── Provided data

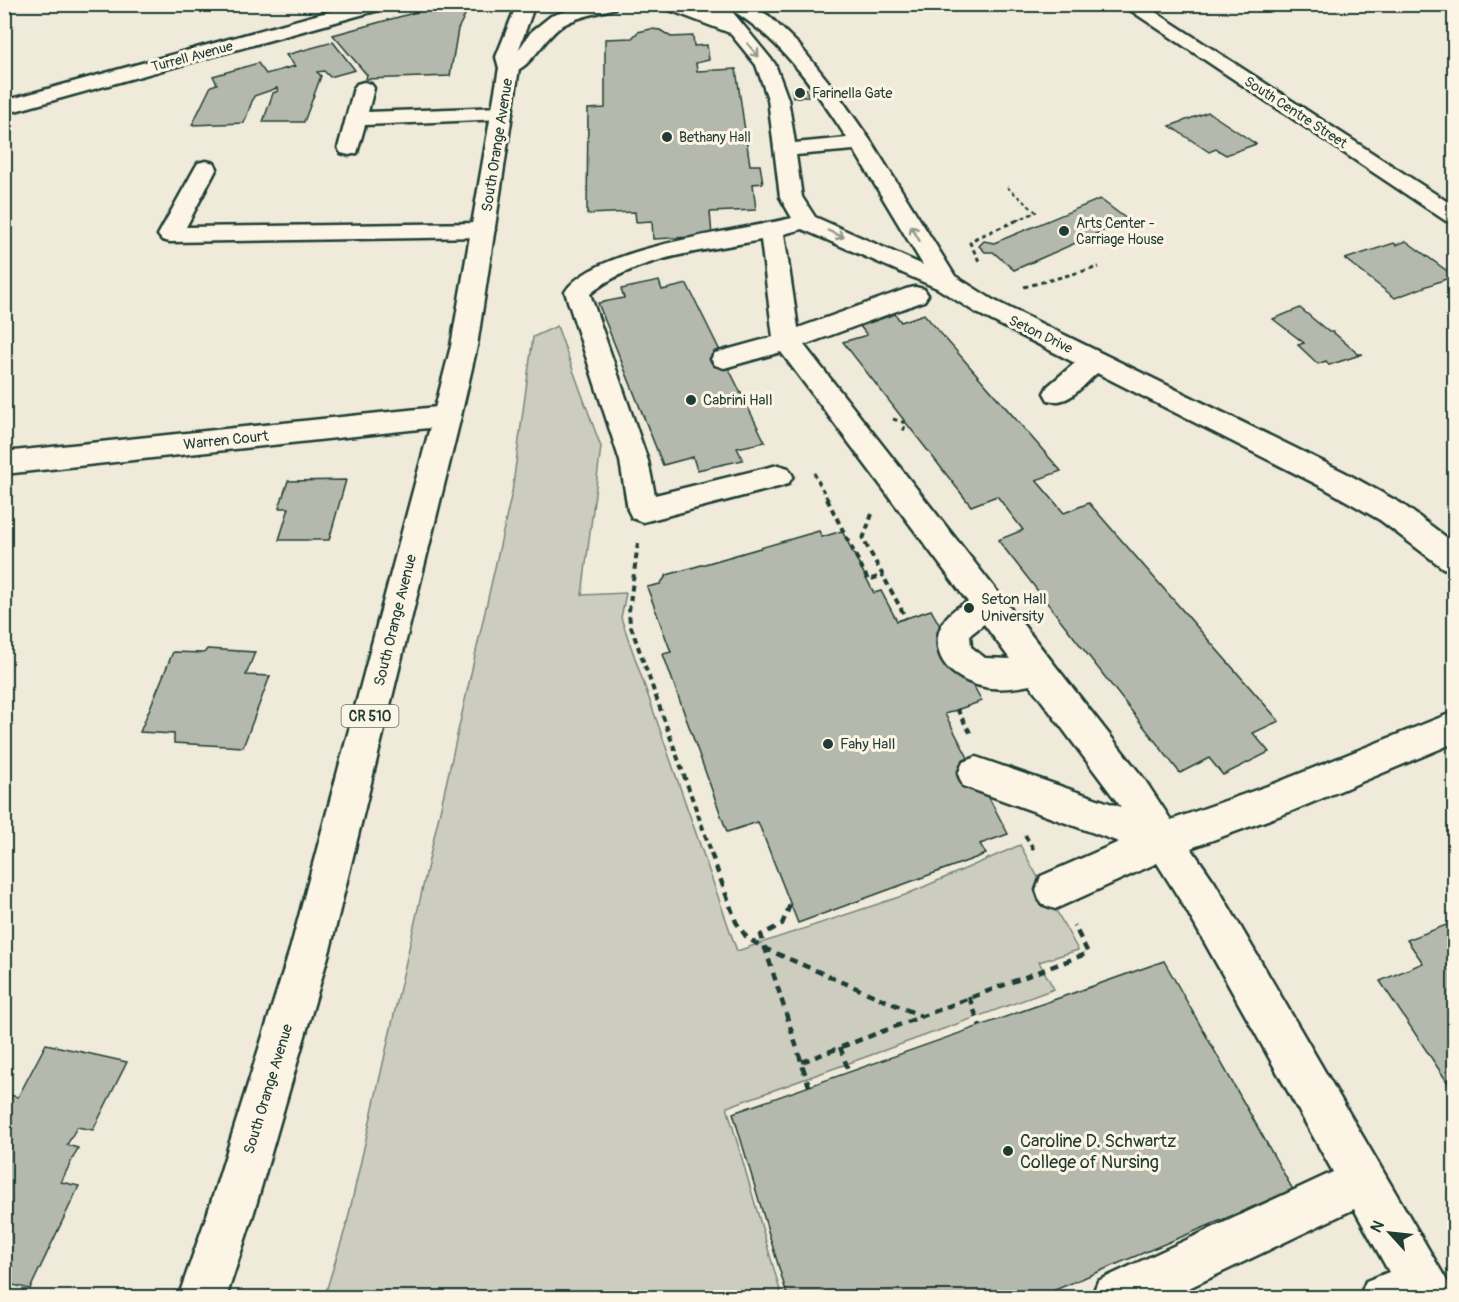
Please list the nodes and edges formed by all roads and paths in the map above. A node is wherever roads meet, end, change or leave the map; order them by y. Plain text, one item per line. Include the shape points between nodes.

────
── Provided data

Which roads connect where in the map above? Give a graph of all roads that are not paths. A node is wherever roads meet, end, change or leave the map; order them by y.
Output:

────
── Provided data

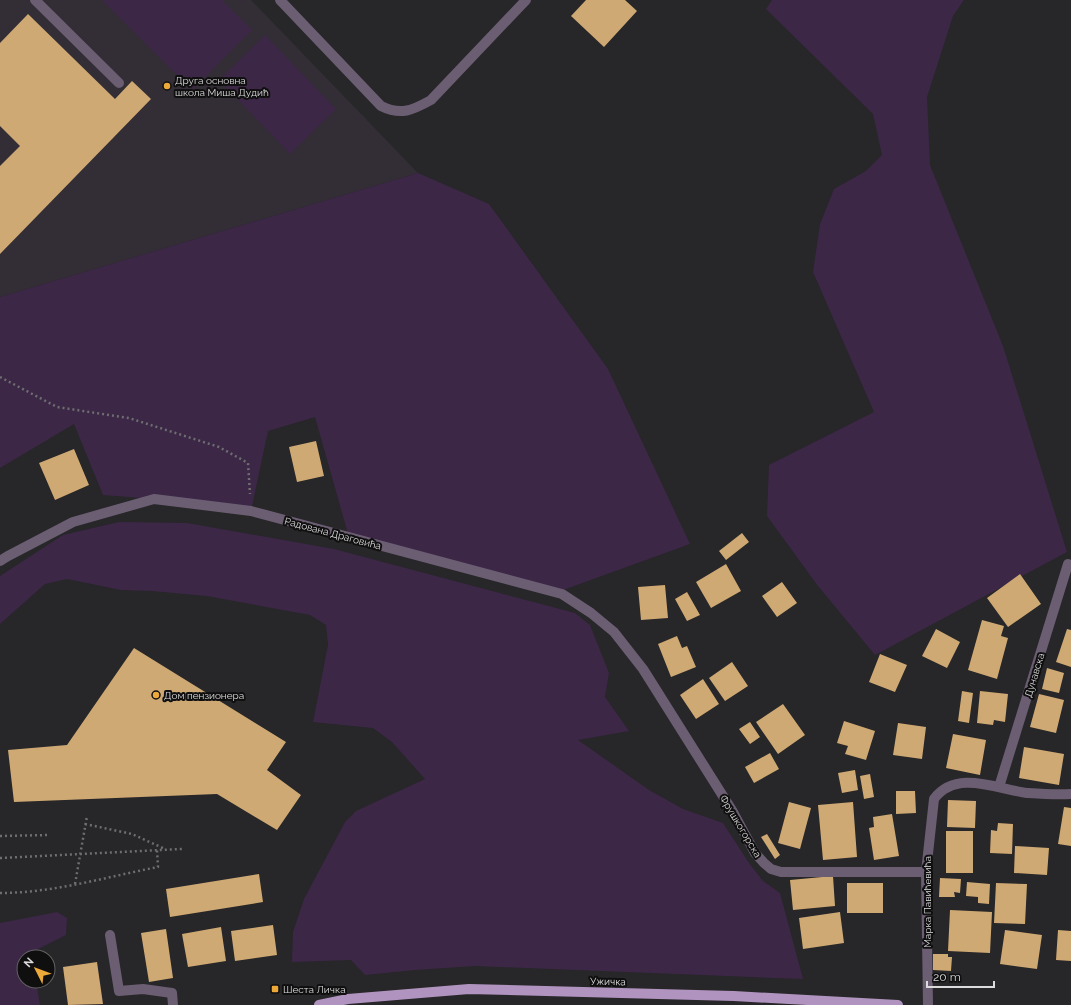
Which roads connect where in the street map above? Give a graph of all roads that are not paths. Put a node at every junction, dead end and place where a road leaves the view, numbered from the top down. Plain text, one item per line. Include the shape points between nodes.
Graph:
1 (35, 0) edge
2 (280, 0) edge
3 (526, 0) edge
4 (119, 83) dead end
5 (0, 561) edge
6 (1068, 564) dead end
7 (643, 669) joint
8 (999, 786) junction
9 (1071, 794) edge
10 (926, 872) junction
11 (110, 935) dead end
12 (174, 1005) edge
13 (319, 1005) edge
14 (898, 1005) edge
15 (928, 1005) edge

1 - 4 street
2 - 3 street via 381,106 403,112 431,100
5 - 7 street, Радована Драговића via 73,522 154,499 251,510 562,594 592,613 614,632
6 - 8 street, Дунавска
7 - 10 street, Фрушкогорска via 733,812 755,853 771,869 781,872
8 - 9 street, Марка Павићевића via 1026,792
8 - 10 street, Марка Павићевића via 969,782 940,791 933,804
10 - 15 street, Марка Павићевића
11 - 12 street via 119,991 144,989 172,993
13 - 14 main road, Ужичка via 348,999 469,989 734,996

────

__Task instructions__. Among the lines of the listing above, count those that include "shape" and give only the total.

__Task result__. 2